Animal racional, me puse a evaluar críticamente cada uno de los productos que había en los estantes. Para los dentífricos, además del precio, me puse a ver sus (supuestas) propiedades adicionales. Que si blanqueo, que si sarro, que si sensibilidad. Y lo mismo con el champú: precio, ay, sí, pero también componentes, (supuestas) propiedades para distintos tipos de pelo (graso, seco, etcétera). Y, con esa información completa, hice mi decisión de compra, muy satisfecho conmigo mismo, consciente de mi racionalidad (también pasa en política y con los medios de comunicación que uno consume habitualmente). Lo del precio me hizo dudar por un momento: no necesariamente los más caros son los más buenos, aunque ese suele ser uno de los argumentos contra la teoría del precio de equilibrio (en teoría, si sube el precio, baja la demanda, pero eso es olvidar que la calidad también se puede tener en cuenta y «disfrazarla» con precio alto). Pero no, no me dejé manipular e hice una decisión racional de manual: los medios disponibles que mejor llevaban al fin propuesto. Perfecto.

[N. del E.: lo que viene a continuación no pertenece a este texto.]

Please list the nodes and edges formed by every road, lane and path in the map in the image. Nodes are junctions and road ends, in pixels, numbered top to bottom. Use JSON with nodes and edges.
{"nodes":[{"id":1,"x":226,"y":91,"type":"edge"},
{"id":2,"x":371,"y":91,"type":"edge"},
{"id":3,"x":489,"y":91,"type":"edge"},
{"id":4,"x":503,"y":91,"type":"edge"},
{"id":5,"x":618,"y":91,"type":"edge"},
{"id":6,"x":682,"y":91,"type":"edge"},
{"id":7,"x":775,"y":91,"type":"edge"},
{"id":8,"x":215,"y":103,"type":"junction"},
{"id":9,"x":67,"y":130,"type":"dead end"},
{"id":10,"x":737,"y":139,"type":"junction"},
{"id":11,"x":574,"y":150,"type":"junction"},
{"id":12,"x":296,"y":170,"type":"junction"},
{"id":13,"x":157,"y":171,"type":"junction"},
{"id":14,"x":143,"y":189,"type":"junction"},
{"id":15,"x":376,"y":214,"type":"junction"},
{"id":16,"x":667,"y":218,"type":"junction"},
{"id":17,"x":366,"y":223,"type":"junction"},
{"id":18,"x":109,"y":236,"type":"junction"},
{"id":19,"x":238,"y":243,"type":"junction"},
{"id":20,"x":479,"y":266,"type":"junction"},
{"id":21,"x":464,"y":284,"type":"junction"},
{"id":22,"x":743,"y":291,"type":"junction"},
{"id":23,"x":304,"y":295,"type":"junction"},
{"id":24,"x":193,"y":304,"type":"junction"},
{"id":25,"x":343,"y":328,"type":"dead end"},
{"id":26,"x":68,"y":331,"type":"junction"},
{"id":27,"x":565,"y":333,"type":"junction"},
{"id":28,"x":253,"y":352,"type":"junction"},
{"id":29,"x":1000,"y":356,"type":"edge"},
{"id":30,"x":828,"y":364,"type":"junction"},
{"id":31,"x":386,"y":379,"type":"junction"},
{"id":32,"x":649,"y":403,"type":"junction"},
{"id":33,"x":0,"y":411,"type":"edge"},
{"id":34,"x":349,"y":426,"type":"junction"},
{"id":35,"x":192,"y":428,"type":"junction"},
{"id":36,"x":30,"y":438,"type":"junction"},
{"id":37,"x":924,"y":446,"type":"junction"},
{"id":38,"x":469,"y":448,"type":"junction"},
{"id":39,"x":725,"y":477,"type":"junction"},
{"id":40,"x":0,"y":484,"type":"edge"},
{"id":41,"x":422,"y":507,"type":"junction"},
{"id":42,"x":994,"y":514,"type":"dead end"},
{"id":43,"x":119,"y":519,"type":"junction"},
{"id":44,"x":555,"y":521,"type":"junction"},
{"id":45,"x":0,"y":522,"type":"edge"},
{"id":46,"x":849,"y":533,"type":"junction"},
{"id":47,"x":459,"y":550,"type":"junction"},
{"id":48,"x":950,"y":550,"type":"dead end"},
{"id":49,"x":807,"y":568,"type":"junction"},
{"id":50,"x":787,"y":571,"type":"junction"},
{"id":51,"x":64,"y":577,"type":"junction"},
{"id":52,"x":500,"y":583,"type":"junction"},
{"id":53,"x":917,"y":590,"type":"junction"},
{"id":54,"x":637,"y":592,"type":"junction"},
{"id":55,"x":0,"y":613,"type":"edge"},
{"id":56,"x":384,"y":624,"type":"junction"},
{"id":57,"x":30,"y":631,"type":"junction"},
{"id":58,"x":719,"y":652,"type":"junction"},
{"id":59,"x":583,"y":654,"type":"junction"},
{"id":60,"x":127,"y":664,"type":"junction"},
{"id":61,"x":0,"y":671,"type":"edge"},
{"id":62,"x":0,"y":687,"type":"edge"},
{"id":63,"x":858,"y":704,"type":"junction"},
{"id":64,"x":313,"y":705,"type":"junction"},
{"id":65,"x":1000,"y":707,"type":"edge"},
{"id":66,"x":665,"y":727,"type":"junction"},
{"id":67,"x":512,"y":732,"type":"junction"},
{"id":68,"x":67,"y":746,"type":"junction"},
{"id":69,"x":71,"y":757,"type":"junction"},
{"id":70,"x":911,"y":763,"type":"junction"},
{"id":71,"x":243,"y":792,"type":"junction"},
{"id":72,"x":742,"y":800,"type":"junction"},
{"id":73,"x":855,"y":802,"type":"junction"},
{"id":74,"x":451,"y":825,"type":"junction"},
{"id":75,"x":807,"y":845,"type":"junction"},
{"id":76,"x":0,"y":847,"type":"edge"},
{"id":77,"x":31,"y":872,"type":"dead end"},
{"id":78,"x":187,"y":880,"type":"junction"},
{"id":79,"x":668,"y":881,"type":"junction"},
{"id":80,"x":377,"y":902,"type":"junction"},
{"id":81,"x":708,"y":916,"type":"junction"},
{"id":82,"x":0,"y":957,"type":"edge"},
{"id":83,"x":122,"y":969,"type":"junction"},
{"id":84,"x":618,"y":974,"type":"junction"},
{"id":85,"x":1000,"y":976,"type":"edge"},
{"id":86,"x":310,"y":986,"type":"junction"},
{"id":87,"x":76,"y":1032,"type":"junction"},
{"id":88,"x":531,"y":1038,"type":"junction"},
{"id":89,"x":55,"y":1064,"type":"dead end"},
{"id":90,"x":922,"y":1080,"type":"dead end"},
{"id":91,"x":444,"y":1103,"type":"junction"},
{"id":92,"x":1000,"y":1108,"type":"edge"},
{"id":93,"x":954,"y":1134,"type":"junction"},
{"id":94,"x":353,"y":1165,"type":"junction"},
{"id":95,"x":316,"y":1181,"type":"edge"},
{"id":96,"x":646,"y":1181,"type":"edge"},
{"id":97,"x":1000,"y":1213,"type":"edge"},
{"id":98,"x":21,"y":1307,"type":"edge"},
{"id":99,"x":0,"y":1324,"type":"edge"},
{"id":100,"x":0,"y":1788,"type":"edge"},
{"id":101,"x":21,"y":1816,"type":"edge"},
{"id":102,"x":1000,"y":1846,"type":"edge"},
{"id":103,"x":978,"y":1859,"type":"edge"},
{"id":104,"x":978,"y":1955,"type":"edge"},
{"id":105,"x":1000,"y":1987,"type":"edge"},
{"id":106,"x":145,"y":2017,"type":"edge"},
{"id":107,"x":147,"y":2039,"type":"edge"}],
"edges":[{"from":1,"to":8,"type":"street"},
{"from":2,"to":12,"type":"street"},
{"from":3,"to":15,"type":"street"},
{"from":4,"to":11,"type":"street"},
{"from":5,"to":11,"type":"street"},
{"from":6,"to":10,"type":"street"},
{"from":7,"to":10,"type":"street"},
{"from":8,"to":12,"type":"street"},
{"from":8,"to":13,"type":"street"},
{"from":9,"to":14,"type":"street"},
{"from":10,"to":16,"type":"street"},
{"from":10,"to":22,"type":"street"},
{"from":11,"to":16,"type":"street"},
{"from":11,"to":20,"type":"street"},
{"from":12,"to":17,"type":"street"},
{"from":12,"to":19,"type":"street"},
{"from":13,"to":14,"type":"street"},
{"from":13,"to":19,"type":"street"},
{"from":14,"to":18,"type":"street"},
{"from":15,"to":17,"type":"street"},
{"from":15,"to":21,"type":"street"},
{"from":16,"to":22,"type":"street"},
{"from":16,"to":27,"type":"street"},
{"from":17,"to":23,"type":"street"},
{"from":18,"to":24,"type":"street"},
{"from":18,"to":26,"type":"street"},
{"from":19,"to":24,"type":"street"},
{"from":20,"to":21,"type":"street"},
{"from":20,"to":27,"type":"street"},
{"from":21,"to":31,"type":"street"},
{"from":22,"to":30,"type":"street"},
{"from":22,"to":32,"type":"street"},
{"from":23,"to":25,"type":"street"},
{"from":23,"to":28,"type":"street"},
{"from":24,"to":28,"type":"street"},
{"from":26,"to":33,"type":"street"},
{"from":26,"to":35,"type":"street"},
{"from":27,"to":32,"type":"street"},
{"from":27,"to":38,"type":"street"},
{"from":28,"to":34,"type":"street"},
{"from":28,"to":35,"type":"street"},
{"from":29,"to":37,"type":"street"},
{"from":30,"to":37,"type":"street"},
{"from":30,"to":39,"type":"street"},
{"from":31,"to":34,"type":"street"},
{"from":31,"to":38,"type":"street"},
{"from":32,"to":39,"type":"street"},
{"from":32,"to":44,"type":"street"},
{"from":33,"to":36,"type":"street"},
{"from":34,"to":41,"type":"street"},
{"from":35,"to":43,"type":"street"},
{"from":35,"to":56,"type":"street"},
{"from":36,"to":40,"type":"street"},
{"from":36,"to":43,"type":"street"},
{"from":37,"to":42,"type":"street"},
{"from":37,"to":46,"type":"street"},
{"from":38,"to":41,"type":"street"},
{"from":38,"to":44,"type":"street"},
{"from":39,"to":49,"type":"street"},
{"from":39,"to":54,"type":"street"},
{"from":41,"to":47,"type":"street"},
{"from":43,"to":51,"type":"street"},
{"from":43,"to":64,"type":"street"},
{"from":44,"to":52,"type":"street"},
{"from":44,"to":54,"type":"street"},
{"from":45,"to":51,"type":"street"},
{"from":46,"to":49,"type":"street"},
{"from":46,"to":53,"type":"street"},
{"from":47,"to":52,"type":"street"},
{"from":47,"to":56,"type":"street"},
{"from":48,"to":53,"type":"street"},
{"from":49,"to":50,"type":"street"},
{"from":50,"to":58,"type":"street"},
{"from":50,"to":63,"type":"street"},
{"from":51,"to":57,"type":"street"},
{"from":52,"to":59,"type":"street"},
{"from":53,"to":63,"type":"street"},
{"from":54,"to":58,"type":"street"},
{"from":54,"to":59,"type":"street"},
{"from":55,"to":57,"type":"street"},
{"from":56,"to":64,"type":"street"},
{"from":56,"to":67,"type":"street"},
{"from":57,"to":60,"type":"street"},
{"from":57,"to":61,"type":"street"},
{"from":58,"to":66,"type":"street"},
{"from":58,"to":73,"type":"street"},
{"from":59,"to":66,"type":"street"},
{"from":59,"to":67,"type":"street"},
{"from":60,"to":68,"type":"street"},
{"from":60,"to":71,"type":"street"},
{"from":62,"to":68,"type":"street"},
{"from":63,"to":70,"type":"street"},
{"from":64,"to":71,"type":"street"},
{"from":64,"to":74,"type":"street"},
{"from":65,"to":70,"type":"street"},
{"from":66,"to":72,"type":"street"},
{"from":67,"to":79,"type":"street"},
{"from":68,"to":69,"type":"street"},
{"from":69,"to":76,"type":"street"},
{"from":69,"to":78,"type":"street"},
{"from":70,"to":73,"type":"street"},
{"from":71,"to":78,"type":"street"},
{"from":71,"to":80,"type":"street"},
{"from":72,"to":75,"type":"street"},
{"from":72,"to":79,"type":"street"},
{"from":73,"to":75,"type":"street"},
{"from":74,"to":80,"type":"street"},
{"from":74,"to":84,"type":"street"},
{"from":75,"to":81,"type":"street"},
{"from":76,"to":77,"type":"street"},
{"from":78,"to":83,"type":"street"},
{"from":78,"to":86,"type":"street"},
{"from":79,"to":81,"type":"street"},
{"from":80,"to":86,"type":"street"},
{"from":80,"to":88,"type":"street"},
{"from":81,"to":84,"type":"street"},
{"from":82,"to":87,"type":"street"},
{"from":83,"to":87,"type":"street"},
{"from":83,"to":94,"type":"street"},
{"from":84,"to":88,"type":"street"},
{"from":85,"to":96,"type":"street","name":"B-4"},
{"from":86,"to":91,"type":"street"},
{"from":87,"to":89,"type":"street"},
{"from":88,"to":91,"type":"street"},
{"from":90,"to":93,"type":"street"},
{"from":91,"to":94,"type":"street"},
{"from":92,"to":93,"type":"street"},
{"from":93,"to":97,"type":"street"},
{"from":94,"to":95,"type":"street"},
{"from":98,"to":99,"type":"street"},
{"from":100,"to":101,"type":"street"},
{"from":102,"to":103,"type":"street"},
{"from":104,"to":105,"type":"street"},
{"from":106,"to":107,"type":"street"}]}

Regresé a casa y puse la televisión. Cuando llegaron los anuncios vi con horror que había comprado precisamente el dentífrico y el champú que se estaban anunciando. Quiero decir que es seguro que había visto esos dos anuncios antes de la compra, no había prestado atención, pero es más que probable que sus mensajes se me quedaran grabados en el subconsciente y esa fuera la razón por la que los había comprado. De elección racional, nada: solo el auto-engaño.

Nunca he encontrado en internet información sobre dentífricos y champús. Por lo menos, nunca los he buscado. Pero sí he encontrado referencias a experiencias de manipulación de opiniones a través de Facebook, Twitter y similares. Pero no sobre asuntos intrascendentes como los que me llevaron al supermercado, sino sobre asuntos de mayor importancia que tienen que ver con la vida pública, es decir, la política tanto a escala nacional como en el ámbito internacional.

Volvamos a Hearst y su desprecio por la inteligencia de sus lectores que puede ampliarse al desprecio de algunos marketineros para el consumidor en supermercados o para el consumidor en urnas. No es fácil defenderse y ellos lo saben. O sea que, por lo menos, no nos entusiasmemos sin un mínimo de reflexión previa y un mínimo de reconocimiento de la probabilidad de que nos estemos equivocando o, sencillamente, de que nos estén engañando. Paranoias no, pero sí duda metódica como aconsejaban algunos viejos filósofos y tampoco todos: los hubo, y muy clásicos y conocidos, que defendieron con todo aplomo al nazismo y fascismo.